Hello everyone! i was woundering if anyone uses these hay testers if they are very accurate! thanks for your help.


----------



## OneManShow

We use a Delmhorst moisture meter with a 10" probe. It works great-I haven't checked its accuracy against anything else, but our hay never heats up and we don't have mold-so I guess it is accurate enough. Wouldn't want to bale without it. Thinking hard about getting a set up that mounts in the bale chamber and gives a constant moisture reading while baling-little reluctant to spend the cash-it really isn't that hard to get out of the tractor and check a few bales every now and then.


----------



## downtownjr

I have a Delmhorst...picked up a F-2000 kit...nice outfit.

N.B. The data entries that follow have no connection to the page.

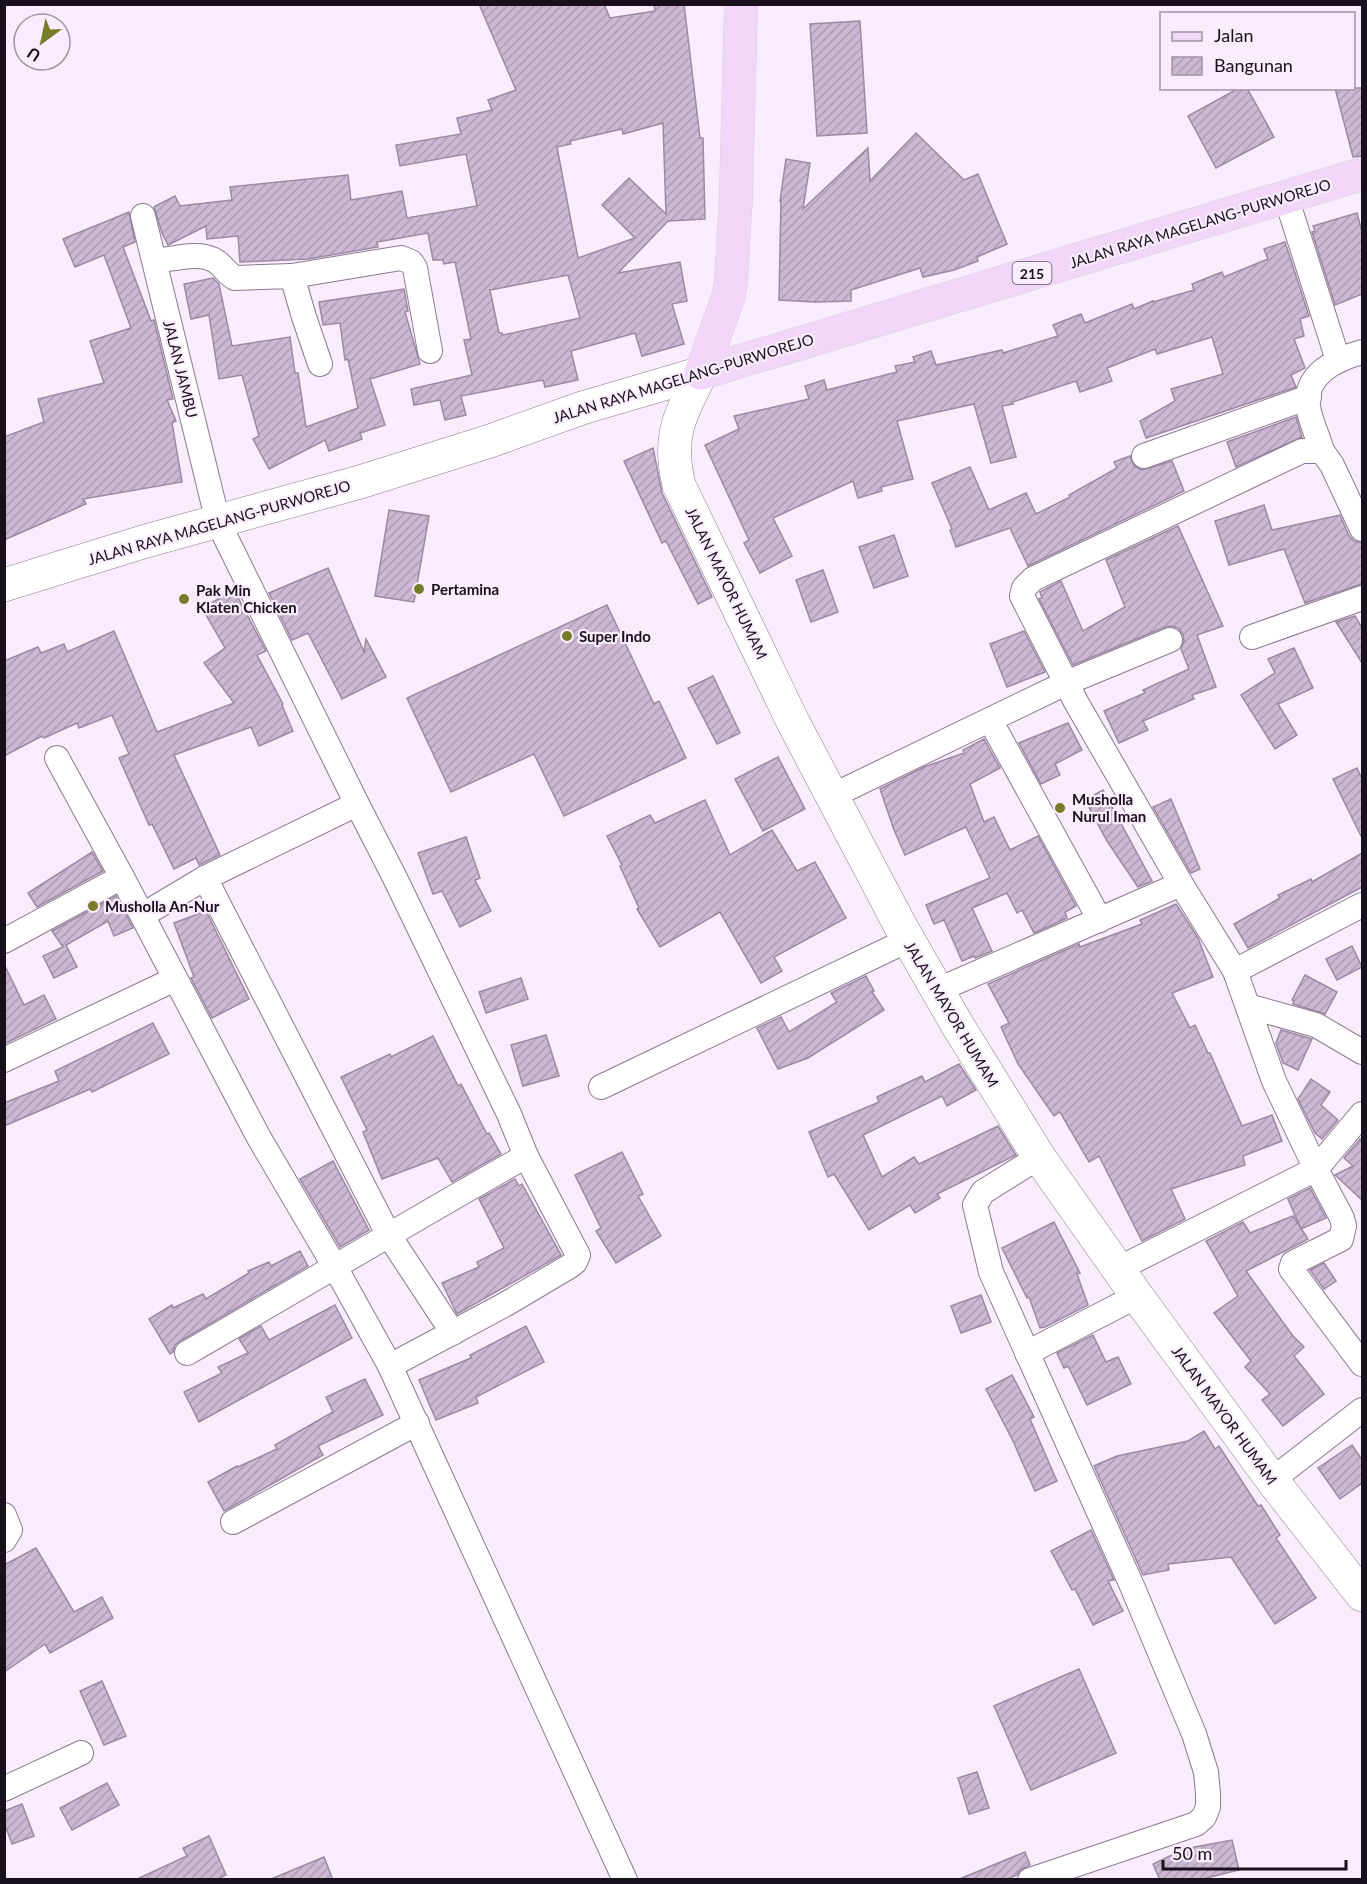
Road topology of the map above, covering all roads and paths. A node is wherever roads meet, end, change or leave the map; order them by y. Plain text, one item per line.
1 (741, 4) edge
2 (1362, 174) edge
3 (1286, 197) junction
4 (143, 216) dead end
5 (155, 261) junction
6 (292, 276) junction
7 (430, 351) dead end
8 (1362, 352) edge
9 (1338, 360) junction
10 (321, 364) dead end
11 (701, 373) junction
12 (1309, 397) junction
13 (1322, 450) junction
14 (1144, 456) dead end
15 (218, 522) junction
16 (1362, 529) edge
17 (4, 585) edge
18 (1362, 598) edge
19 (1252, 637) dead end
20 (1170, 640) dead end
21 (1066, 683) junction
22 (990, 720) junction
23 (57, 758) dead end
24 (832, 796) junction
25 (357, 804) junction
26 (122, 877) junction
27 (205, 878) junction
28 (1181, 884) junction
29 (1362, 905) edge
30 (142, 915) junction
31 (1100, 920) junction
32 (908, 940) junction
33 (4, 941) edge
34 (1235, 970) junction
35 (175, 979) junction
36 (938, 990) junction
37 (1248, 1006) junction
38 (1362, 1052) edge
39 (4, 1060) edge
40 (601, 1087) dead end
41 (1362, 1114) edge
42 (526, 1156) junction
43 (1039, 1157) junction
44 (1316, 1169) junction
45 (387, 1234) junction
46 (335, 1267) junction
47 (1118, 1269) junction
48 (1137, 1296) junction
49 (453, 1333) junction
50 (187, 1353) dead end
51 (1027, 1353) junction
52 (1362, 1364) edge
53 (390, 1366) junction
54 (1362, 1410) edge
55 (417, 1423) junction
56 (1272, 1480) junction
57 (4, 1515) edge
58 (233, 1522) dead end
59 (4, 1540) edge
60 (1361, 1590) edge
61 (81, 1753) dead end
62 (4, 1789) edge
63 (625, 1880) edge
64 (1030, 1880) edge

1 - 11 main road
2 - 3 main road, JALAN RAYA MAGELANG-PURWOREJO / 215
3 - 9 street
3 - 11 main road, JALAN RAYA MAGELANG-PURWOREJO / 215
4 - 5 street, JALAN JAMBU
5 - 6 street
5 - 15 street, JALAN JAMBU
6 - 7 street
6 - 10 street
8 - 9 street
9 - 12 street
11 - 15 main road, JALAN RAYA MAGELANG-PURWOREJO
11 - 24 main road, JALAN MAYOR HUMAM
12 - 13 street
12 - 14 street
13 - 16 street
13 - 21 street
15 - 17 main road, JALAN RAYA MAGELANG-PURWOREJO
15 - 25 street, JALAN JAMBU
18 - 19 street
20 - 21 street
21 - 22 street
21 - 28 street
22 - 24 street
22 - 31 street
23 - 26 street
24 - 32 main road, JALAN MAYOR HUMAM
25 - 27 street
25 - 42 street, JALAN JAMBU
26 - 30 street
26 - 33 street
27 - 30 street
27 - 45 street
28 - 31 street
28 - 34 street
29 - 34 street
30 - 35 street
31 - 36 street
32 - 36 main road, JALAN MAYOR HUMAM
32 - 40 street
34 - 37 street
35 - 39 street
35 - 46 street
36 - 43 main road, JALAN MAYOR HUMAM
37 - 38 street
37 - 44 street
41 - 44 street
42 - 45 street
42 - 49 street, JALAN JAMBU
43 - 47 main road, JALAN MAYOR HUMAM
43 - 51 street
44 - 47 street
44 - 52 street
45 - 46 street
45 - 49 street
46 - 50 street
46 - 53 street
47 - 48 main road, JALAN MAYOR HUMAM
48 - 51 street
48 - 56 main road, JALAN MAYOR HUMAM
49 - 53 street
51 - 64 street
53 - 55 street
54 - 56 street
55 - 58 street
55 - 63 street
56 - 60 main road, JALAN MAYOR HUMAM
57 - 59 street
61 - 62 street

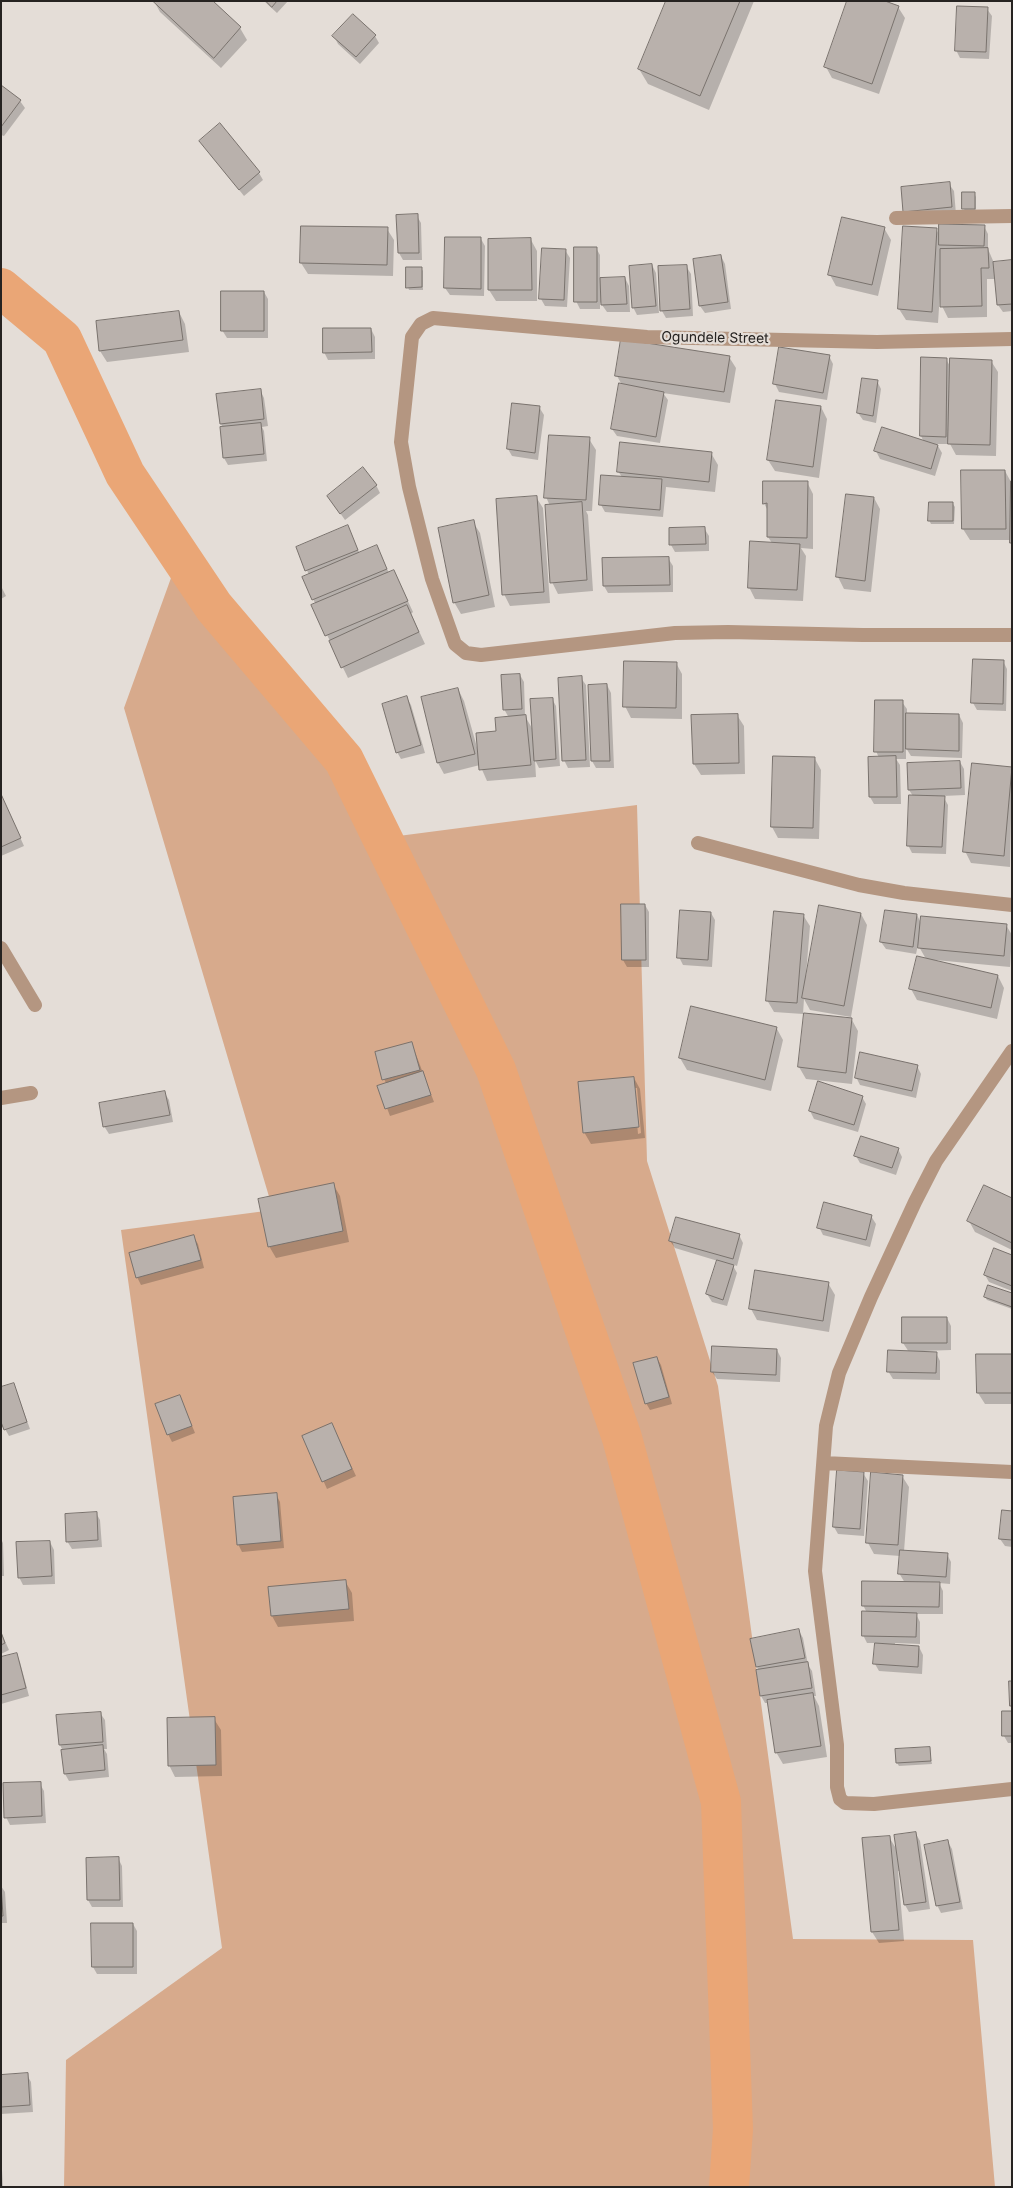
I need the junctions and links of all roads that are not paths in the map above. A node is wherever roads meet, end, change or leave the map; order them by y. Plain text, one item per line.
1 (1012, 216) edge
2 (896, 218) dead end
3 (1012, 339) edge
4 (1012, 635) edge
5 (698, 842) dead end
6 (1012, 905) edge
7 (1, 948) edge
8 (35, 1005) dead end
9 (1012, 1051) edge
10 (31, 1094) dead end
11 (1, 1098) edge
12 (824, 1463) junction
13 (1012, 1472) edge
14 (1012, 1789) edge

1 - 2 street
3 - 4 street, Ogundele Street
5 - 6 street
7 - 8 street
9 - 12 street
10 - 11 street
12 - 13 street
12 - 14 street

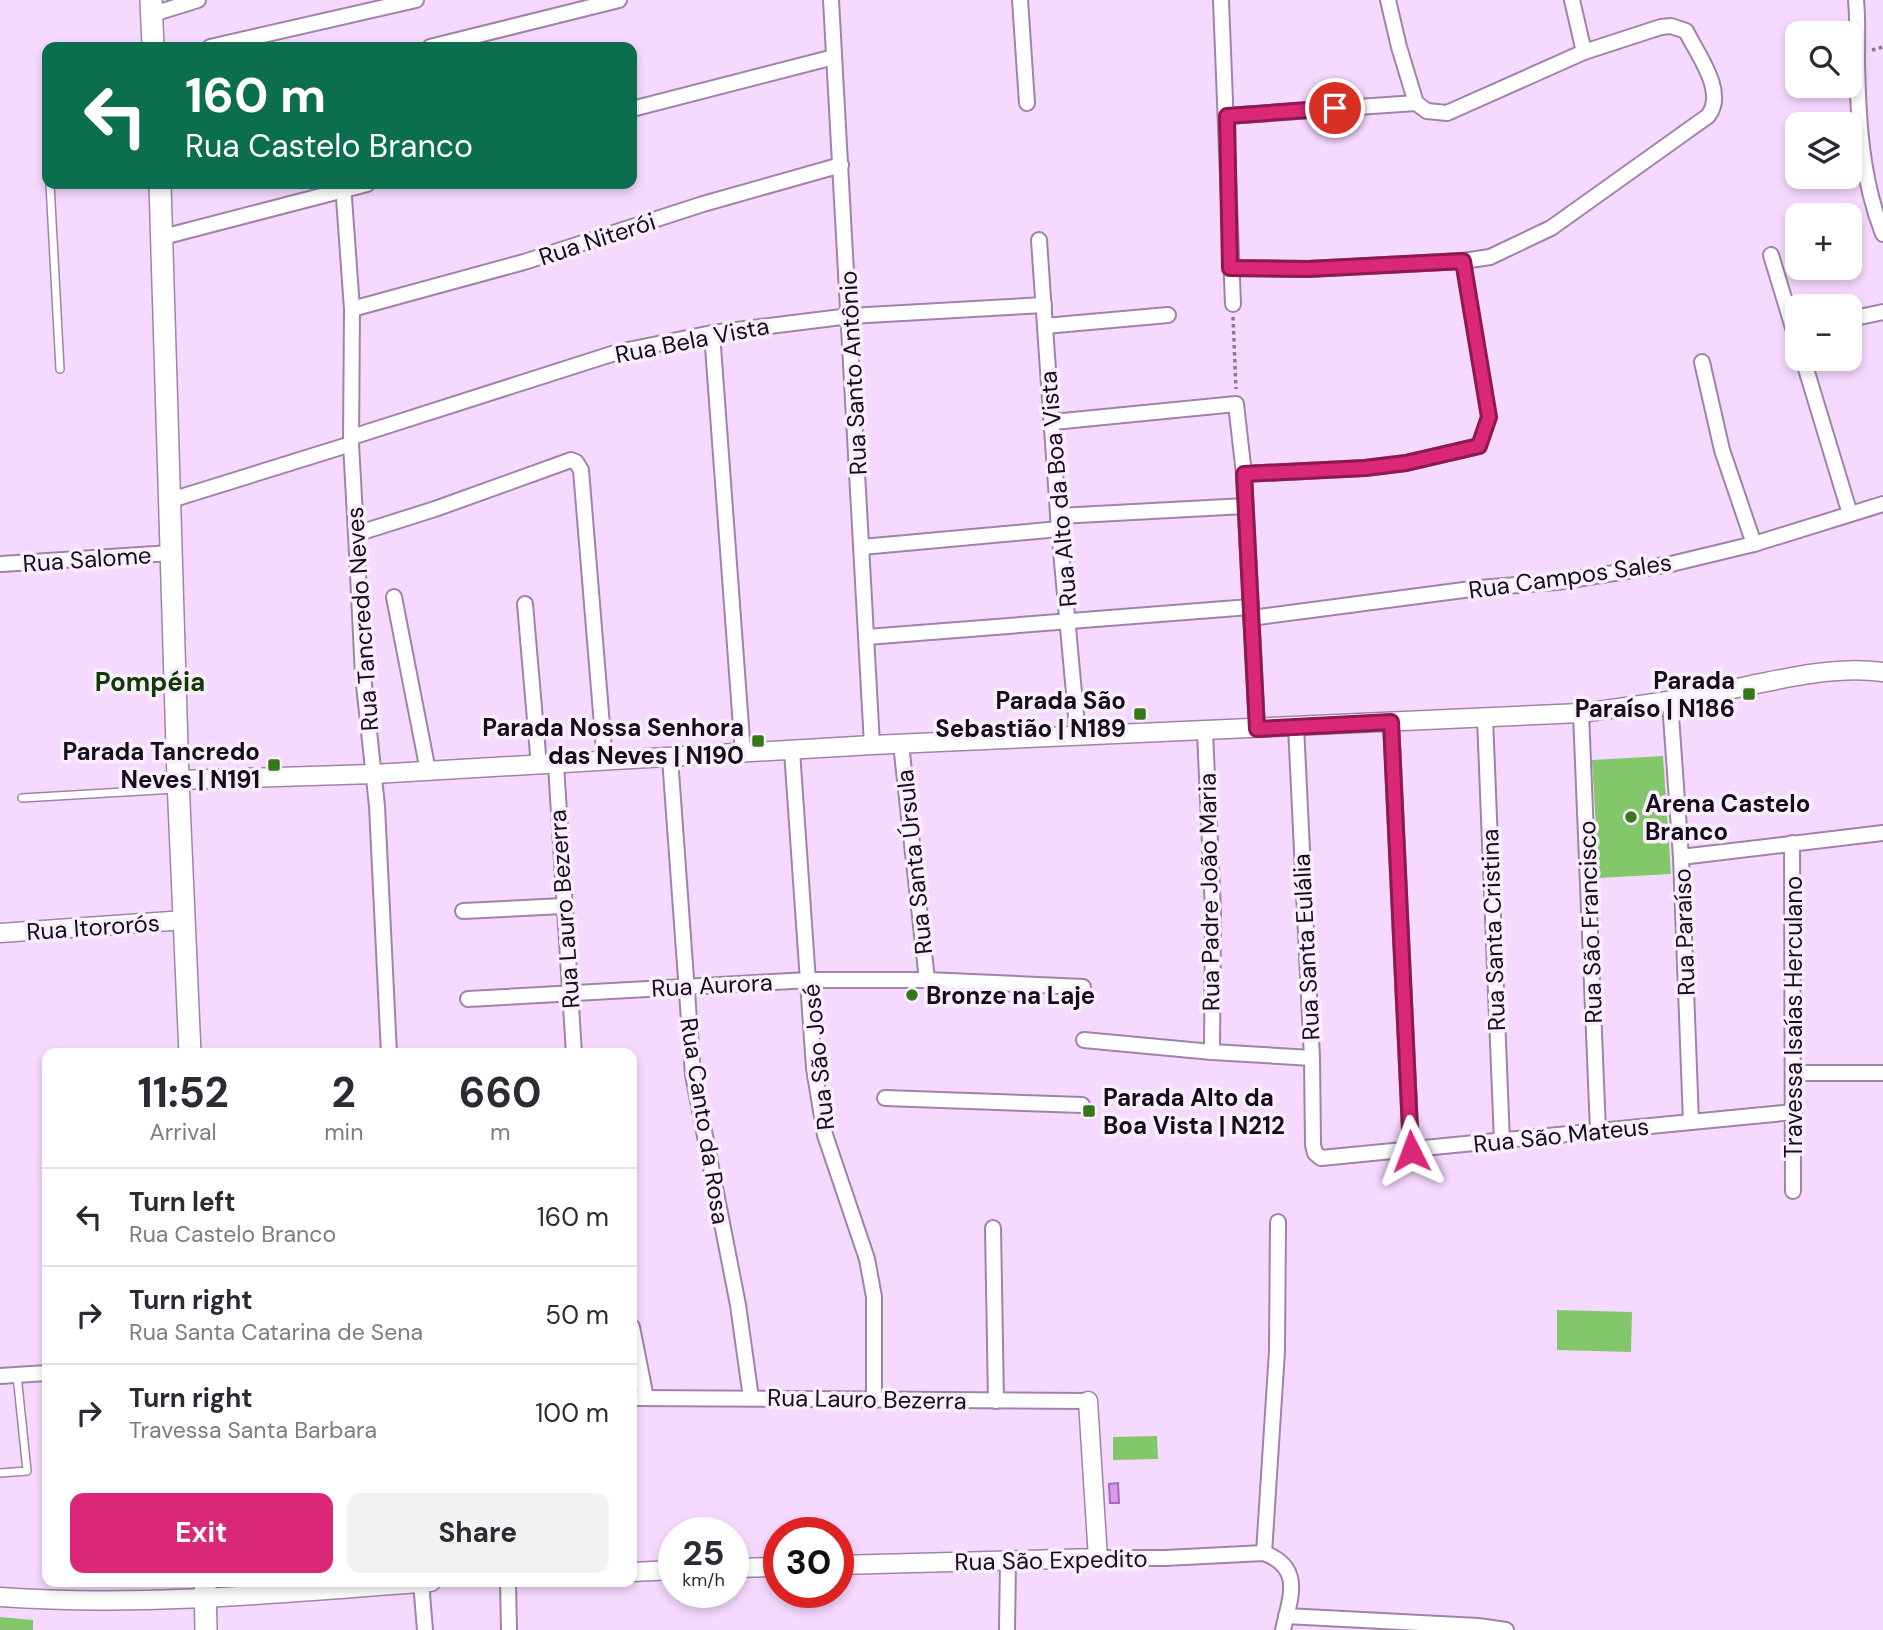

Also have an Agratronix HT-Pro with the calibration clip-...like them both very well.


----------



## JD4755

Use farmex for in chamber monitors, and delmhorst for hand probes..the farmex seems to be somewhat accurate, usually within a couple points but it can lie to you if the conditions are right.


----------



## 4020man

We also have a Delmhorst hay tester. I'd have to look but I think I have the same kit that downtownjr has. It has a probe and a deal with pins on it for testing the moisture in a windrow.


----------



## CherryBlosson

How reliable did you find them and how accurate? I am wondering as to the accuracy of these testers and which one is the best to get if need be.


----------



## Riverside Cattle

I have found they are as accurate as the user using them. One bale can give three different readings depending on who know what. Still way better than nothing. In our location I find I am usually bailing drier than I should be.

-rsc


----------



## cowdawg

hey everyone thanks for your replys, i did a little reading on the delmhorst vs farmex i am thinking the delmhorst is a better unit .


----------



## erancher

Riverside Cattle,

At what moisture did you think you were baling and what was the actual moisture? In other words, how far on the safe side were you playing it. Thank you.

e-rancher


----------



## Riverside Cattle

In small squares I try to bale in the 12-18 % range but ended up with 8-12 % range. Not a big deal but I figure I have more leaf loass than I should.

-rsc


----------



## Grateful11

Last night I borrowed my neighbors Delmhorst and his must be whacked out. 
I drove half across the county and borrowed my JD dealers JD meter, not sure 
who it's made by but it had been checked against 2 other meters and was 
consistent. Our new round bales were 14.6 - 14.8% moisture and ranged 84 
to 101. His is calibrated to Alfalfa so you have knock a few points off those 
numbers for our Oats/Grass mix. I'm definitely going to buy one but not sure 
which one yet. I never worried about squares but these rounds have a tad 
spooked. Underneath it says Manuf. for JD but does not say who made it. It's 
Model # SW16136 with a handle box, coiled wire and pistol grip 18" probe. The 
new he told me is an all in one unit, I like the separate box myself.


----------



## C_Evensen

Grateful11 said:


> Last night I borrowed my neighbors Delmhorst and his must be whacked out.
> I drove half across the county and borrowed my JD dealers JD meter, not sure
> who it's made by but it had been checked against 2 other meters and was
> consistent. Our new round bales were 14.6 - 14.8% moisture and ranged 84
> to 101. His is calibrated to Alfalfa so you have knock a few points off those
> numbers for our Oats/Grass mix. I'm definitely going to buy one but not sure
> which one yet. I never worried about squares but these rounds have a tad
> spooked. Underneath it says Manuf. for JD but does not say who made it. It's
> Model # SW16136 with a handle box, coiled wire and pistol grip 18" probe. The
> new he told me is an all in one unit, I like the separate box myself.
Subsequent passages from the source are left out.